Only the lines from the beginning of the data below through the line containing "Which roads connect" belong in the response, each copied exactly.

- - -

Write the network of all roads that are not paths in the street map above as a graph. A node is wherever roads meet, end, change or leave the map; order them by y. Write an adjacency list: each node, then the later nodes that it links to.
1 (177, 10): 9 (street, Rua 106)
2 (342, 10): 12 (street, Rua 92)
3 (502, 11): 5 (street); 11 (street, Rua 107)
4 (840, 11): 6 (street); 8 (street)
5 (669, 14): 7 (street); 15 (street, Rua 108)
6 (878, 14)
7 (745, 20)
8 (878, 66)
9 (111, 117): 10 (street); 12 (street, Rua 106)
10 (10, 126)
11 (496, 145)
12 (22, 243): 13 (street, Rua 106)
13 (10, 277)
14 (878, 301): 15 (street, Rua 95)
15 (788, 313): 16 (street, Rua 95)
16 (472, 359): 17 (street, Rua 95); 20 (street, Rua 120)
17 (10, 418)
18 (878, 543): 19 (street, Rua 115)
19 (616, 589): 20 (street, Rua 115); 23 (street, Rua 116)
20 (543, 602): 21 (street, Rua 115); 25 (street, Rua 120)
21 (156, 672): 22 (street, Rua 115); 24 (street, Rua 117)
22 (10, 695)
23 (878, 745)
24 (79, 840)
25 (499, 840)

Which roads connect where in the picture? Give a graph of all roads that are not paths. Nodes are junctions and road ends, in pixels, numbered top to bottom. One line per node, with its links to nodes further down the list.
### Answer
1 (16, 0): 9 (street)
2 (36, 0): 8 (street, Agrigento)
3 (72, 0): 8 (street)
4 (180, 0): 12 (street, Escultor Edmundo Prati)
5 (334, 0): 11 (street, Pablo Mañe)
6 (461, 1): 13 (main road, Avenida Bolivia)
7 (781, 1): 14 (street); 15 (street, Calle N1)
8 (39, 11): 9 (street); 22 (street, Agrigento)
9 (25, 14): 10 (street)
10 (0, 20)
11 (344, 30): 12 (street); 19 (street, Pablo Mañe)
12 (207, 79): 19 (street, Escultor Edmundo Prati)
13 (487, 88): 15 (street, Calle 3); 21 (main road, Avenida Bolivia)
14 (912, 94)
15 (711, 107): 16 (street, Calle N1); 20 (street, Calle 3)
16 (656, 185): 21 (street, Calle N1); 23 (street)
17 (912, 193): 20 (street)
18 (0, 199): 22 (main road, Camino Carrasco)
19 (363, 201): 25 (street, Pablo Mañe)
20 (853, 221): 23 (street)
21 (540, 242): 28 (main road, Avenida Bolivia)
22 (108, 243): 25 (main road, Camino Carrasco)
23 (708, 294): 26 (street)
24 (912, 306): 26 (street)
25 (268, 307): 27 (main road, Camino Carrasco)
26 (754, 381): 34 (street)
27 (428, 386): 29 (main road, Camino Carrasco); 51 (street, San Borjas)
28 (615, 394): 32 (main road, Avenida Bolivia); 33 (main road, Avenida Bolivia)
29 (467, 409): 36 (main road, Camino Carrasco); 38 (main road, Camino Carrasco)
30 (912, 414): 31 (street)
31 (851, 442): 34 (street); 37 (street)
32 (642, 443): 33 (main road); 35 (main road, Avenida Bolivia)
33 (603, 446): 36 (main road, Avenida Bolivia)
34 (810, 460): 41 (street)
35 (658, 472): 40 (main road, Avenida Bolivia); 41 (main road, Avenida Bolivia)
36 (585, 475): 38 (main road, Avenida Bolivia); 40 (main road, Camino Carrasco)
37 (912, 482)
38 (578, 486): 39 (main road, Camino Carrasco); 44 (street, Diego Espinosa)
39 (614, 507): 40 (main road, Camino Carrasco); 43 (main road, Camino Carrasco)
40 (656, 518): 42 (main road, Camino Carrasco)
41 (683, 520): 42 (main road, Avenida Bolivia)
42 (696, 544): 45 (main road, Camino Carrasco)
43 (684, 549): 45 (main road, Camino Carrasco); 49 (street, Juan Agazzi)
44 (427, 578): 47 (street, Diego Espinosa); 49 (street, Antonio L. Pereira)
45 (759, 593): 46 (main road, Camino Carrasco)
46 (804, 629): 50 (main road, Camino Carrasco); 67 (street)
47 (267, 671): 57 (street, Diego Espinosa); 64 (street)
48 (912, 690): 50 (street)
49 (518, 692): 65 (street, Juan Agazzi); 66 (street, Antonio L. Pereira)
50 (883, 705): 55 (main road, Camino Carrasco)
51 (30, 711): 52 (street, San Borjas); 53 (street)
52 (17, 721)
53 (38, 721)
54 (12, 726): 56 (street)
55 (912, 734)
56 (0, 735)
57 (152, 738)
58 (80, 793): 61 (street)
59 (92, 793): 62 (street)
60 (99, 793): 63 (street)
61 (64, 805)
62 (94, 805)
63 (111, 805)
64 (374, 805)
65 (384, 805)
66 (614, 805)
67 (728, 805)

- - -

RESPONSE TO THE EXERCISE:
Write the network of all roads that are not paths in the street map above as a graph. A node is wherever roads meet, end, change or leave the map; order them by y. Write an adjacency list: each node, then the later nodes that it links to.
1 (177, 10): 9 (street, Rua 106)
2 (342, 10): 12 (street, Rua 92)
3 (502, 11): 5 (street); 11 (street, Rua 107)
4 (840, 11): 6 (street); 8 (street)
5 (669, 14): 7 (street); 15 (street, Rua 108)
6 (878, 14)
7 (745, 20)
8 (878, 66)
9 (111, 117): 10 (street); 12 (street, Rua 106)
10 (10, 126)
11 (496, 145)
12 (22, 243): 13 (street, Rua 106)
13 (10, 277)
14 (878, 301): 15 (street, Rua 95)
15 (788, 313): 16 (street, Rua 95)
16 (472, 359): 17 (street, Rua 95); 20 (street, Rua 120)
17 (10, 418)
18 (878, 543): 19 (street, Rua 115)
19 (616, 589): 20 (street, Rua 115); 23 (street, Rua 116)
20 (543, 602): 21 (street, Rua 115); 25 (street, Rua 120)
21 (156, 672): 22 (street, Rua 115); 24 (street, Rua 117)
22 (10, 695)
23 (878, 745)
24 (79, 840)
25 (499, 840)

Which roads connect where in the picture? Give a graph of all roads that are not paths. Nodes are junctions and road ends, in pixels, numbered top to bottom. One line per node, with its links to nodes further down the list.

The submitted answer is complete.